Collected data entries:
▼
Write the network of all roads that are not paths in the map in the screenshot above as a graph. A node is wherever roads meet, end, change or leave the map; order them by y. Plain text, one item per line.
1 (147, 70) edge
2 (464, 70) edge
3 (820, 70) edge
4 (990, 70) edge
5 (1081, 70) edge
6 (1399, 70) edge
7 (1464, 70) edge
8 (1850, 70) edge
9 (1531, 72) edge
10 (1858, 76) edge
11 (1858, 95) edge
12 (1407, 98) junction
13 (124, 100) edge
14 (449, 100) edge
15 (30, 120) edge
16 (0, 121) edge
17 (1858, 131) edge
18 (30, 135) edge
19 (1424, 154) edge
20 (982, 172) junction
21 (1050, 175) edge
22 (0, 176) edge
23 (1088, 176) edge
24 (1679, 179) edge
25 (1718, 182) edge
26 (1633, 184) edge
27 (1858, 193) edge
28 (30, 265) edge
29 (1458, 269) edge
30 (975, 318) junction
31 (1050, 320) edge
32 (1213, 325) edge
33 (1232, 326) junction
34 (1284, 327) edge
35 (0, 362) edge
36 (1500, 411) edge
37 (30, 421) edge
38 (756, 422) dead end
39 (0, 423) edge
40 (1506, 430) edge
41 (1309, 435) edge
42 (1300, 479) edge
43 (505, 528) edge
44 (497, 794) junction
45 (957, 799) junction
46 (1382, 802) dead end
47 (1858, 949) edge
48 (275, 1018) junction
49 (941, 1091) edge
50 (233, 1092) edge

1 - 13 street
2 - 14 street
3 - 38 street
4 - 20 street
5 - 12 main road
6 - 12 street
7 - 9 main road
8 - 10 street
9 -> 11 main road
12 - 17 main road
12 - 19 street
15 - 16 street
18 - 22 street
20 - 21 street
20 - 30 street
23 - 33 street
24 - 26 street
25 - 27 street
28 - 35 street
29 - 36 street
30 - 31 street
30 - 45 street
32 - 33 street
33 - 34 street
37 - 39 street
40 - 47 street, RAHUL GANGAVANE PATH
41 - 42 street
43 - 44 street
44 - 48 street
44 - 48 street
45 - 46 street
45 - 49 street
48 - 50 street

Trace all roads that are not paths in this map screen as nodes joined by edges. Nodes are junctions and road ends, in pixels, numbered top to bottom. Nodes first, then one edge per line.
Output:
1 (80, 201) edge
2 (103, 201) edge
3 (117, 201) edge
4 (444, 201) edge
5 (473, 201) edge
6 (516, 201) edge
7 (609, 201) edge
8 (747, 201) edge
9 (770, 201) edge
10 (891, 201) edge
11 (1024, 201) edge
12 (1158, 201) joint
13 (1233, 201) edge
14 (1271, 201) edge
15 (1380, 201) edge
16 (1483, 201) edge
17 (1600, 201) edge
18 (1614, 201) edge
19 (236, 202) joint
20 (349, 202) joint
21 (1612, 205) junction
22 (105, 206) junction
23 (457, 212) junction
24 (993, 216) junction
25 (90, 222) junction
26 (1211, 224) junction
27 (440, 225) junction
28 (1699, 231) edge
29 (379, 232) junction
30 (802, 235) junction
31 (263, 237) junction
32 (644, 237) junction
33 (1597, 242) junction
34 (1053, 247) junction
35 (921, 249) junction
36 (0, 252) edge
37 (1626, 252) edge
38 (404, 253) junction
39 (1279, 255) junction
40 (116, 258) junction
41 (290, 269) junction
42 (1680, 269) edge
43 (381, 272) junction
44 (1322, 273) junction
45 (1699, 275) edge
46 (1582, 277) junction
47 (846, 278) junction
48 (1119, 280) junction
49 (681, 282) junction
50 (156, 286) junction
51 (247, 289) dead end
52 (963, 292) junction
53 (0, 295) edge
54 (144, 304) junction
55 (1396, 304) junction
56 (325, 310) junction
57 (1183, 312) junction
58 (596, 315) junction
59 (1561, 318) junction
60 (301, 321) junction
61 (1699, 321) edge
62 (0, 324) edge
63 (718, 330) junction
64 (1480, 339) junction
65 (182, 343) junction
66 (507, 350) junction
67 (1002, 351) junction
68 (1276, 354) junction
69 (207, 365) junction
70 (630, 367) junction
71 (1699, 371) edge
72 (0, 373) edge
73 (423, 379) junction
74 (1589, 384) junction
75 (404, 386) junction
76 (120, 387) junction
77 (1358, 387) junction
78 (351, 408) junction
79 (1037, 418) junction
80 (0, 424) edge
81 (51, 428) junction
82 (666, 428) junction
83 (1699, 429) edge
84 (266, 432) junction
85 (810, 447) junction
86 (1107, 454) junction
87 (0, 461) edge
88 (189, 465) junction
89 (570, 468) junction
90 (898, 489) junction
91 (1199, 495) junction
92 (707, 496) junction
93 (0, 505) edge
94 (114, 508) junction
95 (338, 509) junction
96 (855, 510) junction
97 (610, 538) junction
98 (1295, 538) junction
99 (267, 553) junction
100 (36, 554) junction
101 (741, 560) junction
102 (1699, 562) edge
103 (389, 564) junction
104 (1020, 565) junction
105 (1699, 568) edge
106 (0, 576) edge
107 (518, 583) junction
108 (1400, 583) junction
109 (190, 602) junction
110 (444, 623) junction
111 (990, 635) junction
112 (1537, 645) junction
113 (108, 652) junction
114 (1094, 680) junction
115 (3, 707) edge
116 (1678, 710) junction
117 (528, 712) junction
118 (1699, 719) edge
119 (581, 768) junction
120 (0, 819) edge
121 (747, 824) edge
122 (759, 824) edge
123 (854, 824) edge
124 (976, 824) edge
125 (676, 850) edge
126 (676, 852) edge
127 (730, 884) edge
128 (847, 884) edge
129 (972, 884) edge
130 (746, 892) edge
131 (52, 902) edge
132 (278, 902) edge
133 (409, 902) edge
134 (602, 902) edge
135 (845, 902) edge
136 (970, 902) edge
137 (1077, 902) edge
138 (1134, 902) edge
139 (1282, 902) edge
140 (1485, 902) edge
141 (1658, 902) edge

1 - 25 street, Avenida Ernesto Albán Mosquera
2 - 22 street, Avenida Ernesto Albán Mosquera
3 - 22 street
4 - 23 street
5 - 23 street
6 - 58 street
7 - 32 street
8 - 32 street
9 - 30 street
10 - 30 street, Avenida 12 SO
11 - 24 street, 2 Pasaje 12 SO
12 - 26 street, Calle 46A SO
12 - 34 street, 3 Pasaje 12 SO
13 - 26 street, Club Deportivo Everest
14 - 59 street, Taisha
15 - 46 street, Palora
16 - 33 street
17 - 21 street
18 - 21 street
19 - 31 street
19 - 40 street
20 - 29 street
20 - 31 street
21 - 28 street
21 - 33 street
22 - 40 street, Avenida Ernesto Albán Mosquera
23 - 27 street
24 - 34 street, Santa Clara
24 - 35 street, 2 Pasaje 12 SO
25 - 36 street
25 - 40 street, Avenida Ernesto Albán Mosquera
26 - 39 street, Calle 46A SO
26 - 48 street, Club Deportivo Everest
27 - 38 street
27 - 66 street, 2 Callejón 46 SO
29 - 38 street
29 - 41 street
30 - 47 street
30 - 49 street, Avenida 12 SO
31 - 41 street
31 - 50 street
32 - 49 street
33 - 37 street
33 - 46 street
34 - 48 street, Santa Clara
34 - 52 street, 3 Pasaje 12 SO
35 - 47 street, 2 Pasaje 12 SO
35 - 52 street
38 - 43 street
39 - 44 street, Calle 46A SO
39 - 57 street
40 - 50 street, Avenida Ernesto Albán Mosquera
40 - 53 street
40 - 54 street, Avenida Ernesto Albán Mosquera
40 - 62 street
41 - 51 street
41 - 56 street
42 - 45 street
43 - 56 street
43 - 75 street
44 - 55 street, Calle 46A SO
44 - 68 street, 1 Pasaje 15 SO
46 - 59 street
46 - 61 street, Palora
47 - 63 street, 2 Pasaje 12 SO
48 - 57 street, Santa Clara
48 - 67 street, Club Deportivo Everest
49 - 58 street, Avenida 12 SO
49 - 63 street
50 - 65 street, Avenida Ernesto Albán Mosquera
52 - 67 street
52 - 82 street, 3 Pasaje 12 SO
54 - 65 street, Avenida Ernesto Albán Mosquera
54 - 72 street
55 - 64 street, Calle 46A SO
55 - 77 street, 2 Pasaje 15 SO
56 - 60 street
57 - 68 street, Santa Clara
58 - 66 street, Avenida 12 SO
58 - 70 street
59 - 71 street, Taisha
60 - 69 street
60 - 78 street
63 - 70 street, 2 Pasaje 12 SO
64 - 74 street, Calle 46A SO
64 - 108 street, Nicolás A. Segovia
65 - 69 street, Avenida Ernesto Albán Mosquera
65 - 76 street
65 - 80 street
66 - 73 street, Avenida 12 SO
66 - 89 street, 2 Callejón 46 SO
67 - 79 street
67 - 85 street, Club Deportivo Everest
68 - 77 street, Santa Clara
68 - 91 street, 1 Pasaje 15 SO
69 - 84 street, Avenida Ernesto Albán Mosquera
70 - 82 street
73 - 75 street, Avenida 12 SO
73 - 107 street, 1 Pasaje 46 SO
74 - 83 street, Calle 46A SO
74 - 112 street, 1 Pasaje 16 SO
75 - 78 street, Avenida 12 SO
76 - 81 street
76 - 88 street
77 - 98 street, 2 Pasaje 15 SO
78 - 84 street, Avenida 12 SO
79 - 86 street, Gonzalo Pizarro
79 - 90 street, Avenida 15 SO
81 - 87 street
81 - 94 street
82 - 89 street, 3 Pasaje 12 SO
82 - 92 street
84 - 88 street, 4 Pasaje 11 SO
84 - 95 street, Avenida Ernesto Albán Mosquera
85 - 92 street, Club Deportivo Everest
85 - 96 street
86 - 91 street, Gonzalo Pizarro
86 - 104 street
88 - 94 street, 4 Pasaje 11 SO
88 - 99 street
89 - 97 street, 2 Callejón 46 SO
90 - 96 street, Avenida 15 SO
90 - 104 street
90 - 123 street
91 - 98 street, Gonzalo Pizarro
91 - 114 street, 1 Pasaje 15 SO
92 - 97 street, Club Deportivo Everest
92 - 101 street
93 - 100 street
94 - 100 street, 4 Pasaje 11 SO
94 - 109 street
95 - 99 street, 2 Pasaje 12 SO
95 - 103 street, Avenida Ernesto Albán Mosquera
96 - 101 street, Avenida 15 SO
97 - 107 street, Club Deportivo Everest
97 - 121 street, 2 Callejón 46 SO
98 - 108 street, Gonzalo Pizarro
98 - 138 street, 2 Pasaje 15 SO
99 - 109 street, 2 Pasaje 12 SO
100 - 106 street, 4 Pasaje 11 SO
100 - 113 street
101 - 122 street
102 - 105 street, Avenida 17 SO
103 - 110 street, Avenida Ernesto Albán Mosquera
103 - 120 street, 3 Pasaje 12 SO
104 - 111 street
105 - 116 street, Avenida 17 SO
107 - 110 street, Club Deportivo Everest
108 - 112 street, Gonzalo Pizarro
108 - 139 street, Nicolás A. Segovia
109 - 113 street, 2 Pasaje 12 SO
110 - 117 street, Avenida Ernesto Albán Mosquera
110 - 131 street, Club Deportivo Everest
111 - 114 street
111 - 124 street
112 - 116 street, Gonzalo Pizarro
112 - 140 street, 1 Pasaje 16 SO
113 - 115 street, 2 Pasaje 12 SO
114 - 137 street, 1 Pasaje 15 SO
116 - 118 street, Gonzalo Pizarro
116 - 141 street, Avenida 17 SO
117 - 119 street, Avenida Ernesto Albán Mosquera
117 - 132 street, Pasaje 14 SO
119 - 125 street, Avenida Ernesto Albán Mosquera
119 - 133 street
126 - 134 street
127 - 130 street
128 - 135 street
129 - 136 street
▲
PROBLEM DESCRIPTION:
Tally the lines of the records that contain the word "dead", then give only the tally.

ANSWER AREA:
3